Start of DATA TO PROCESS

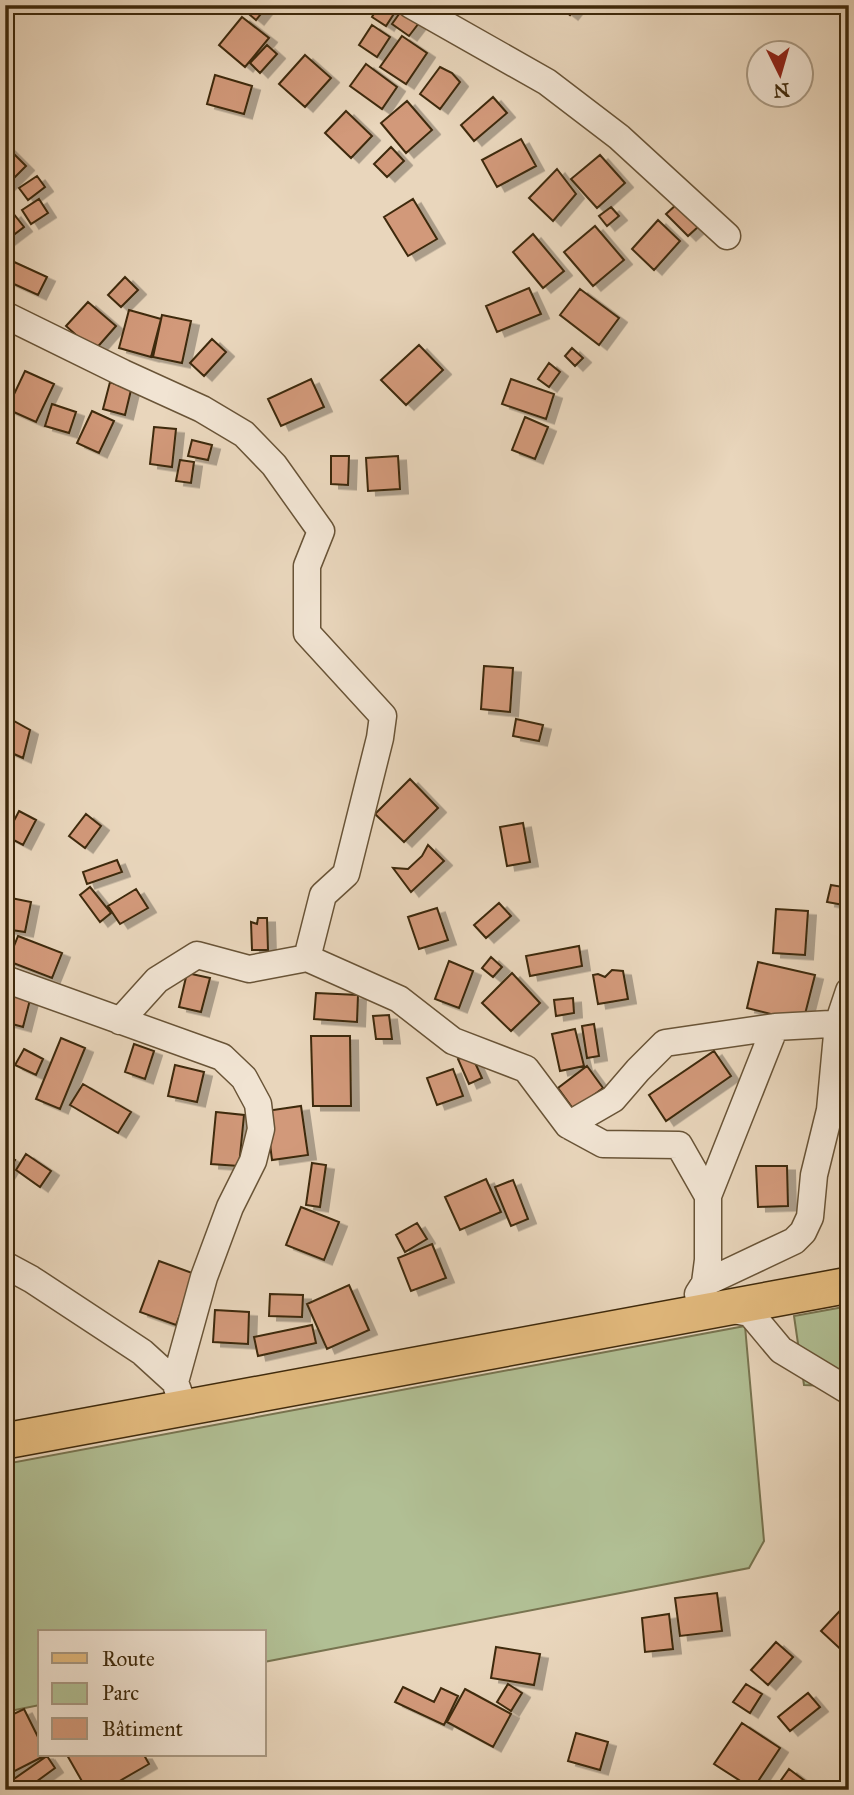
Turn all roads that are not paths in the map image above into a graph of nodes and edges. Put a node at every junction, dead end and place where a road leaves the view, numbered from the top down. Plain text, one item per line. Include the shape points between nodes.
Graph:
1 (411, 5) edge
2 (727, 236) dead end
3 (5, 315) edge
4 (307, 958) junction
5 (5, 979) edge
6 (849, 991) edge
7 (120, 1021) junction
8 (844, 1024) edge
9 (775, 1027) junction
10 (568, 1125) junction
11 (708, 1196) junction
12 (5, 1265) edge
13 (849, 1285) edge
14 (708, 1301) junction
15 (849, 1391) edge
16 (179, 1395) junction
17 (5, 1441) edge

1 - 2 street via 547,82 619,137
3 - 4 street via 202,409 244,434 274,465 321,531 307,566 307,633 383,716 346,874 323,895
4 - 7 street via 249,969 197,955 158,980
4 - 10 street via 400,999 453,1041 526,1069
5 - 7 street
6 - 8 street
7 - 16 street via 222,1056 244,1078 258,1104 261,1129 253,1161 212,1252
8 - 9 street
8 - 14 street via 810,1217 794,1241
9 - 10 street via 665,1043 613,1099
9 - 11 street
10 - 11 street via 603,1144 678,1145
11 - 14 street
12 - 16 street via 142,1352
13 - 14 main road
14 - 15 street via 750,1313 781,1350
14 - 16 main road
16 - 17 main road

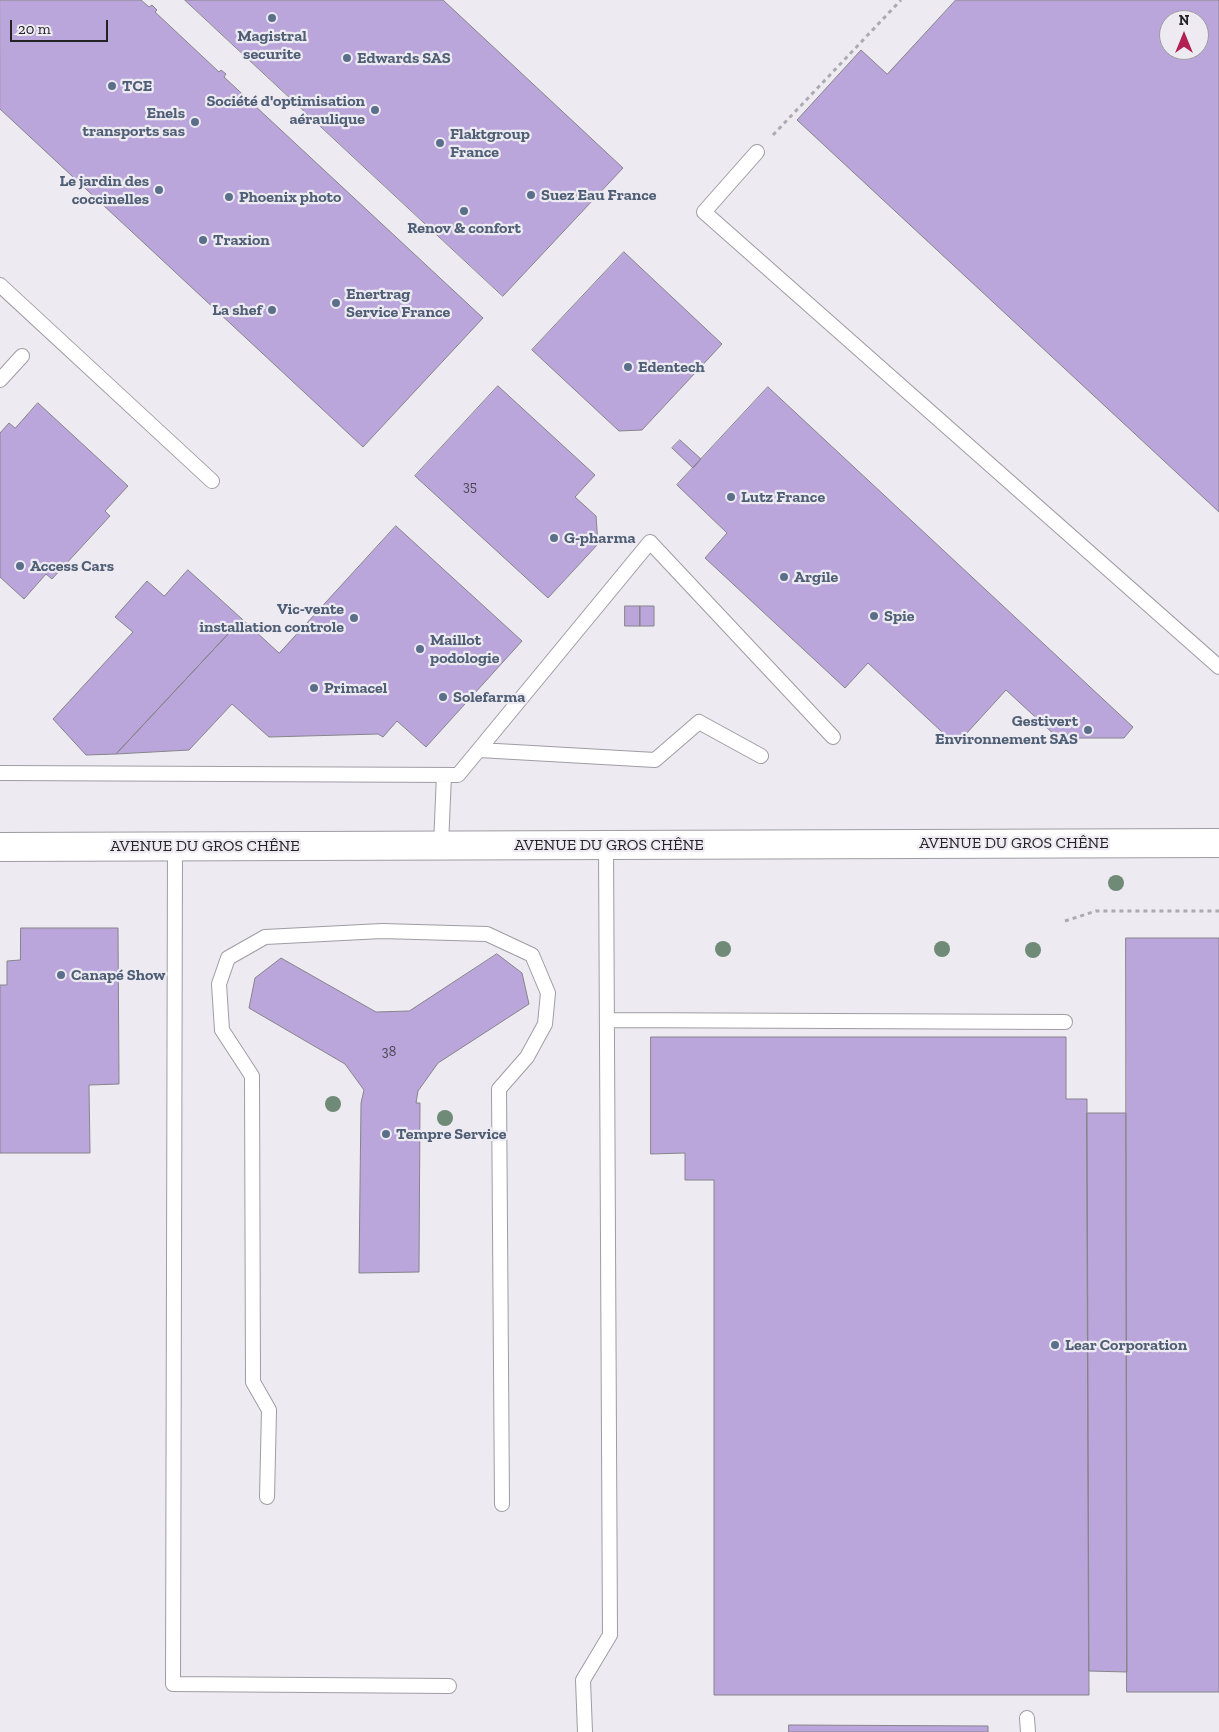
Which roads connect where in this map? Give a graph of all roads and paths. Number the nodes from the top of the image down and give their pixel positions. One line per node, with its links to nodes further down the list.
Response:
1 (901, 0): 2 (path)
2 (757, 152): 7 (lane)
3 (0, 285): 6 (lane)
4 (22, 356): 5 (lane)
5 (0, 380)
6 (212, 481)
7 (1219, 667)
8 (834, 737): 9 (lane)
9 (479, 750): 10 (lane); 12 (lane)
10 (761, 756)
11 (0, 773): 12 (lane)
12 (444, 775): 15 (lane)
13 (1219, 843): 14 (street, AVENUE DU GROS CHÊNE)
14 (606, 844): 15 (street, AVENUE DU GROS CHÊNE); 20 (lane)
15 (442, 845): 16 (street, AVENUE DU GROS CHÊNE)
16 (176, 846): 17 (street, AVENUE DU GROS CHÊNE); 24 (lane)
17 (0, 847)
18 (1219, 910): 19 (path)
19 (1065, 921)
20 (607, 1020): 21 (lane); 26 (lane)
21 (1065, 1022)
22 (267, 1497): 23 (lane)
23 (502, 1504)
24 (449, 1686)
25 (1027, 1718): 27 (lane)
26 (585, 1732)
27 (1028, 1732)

End of DATA TO PROCESS

▶ [TASK GOAL]: Every line of the material must be returned verbatim, and pictures must be left behind.

▶ [EXERCISE ANSWER]:
Turn all roads that are not paths in the map image above into a graph of nodes and edges. Put a node at every junction, dead end and place where a road leaves the view, numbered from the top down. Plain text, one item per line. Include the shape points between nodes.
Graph:
1 (411, 5) edge
2 (727, 236) dead end
3 (5, 315) edge
4 (307, 958) junction
5 (5, 979) edge
6 (849, 991) edge
7 (120, 1021) junction
8 (844, 1024) edge
9 (775, 1027) junction
10 (568, 1125) junction
11 (708, 1196) junction
12 (5, 1265) edge
13 (849, 1285) edge
14 (708, 1301) junction
15 (849, 1391) edge
16 (179, 1395) junction
17 (5, 1441) edge

1 - 2 street via 547,82 619,137
3 - 4 street via 202,409 244,434 274,465 321,531 307,566 307,633 383,716 346,874 323,895
4 - 7 street via 249,969 197,955 158,980
4 - 10 street via 400,999 453,1041 526,1069
5 - 7 street
6 - 8 street
7 - 16 street via 222,1056 244,1078 258,1104 261,1129 253,1161 212,1252
8 - 9 street
8 - 14 street via 810,1217 794,1241
9 - 10 street via 665,1043 613,1099
9 - 11 street
10 - 11 street via 603,1144 678,1145
11 - 14 street
12 - 16 street via 142,1352
13 - 14 main road
14 - 15 street via 750,1313 781,1350
14 - 16 main road
16 - 17 main road

Which roads connect where in this map? Give a graph of all roads and paths. Number the nodes from the top of the image down and give their pixel positions. One line per node, with its links to nodes further down the list.
Response:
1 (901, 0): 2 (path)
2 (757, 152): 7 (lane)
3 (0, 285): 6 (lane)
4 (22, 356): 5 (lane)
5 (0, 380)
6 (212, 481)
7 (1219, 667)
8 (834, 737): 9 (lane)
9 (479, 750): 10 (lane); 12 (lane)
10 (761, 756)
11 (0, 773): 12 (lane)
12 (444, 775): 15 (lane)
13 (1219, 843): 14 (street, AVENUE DU GROS CHÊNE)
14 (606, 844): 15 (street, AVENUE DU GROS CHÊNE); 20 (lane)
15 (442, 845): 16 (street, AVENUE DU GROS CHÊNE)
16 (176, 846): 17 (street, AVENUE DU GROS CHÊNE); 24 (lane)
17 (0, 847)
18 (1219, 910): 19 (path)
19 (1065, 921)
20 (607, 1020): 21 (lane); 26 (lane)
21 (1065, 1022)
22 (267, 1497): 23 (lane)
23 (502, 1504)
24 (449, 1686)
25 (1027, 1718): 27 (lane)
26 (585, 1732)
27 (1028, 1732)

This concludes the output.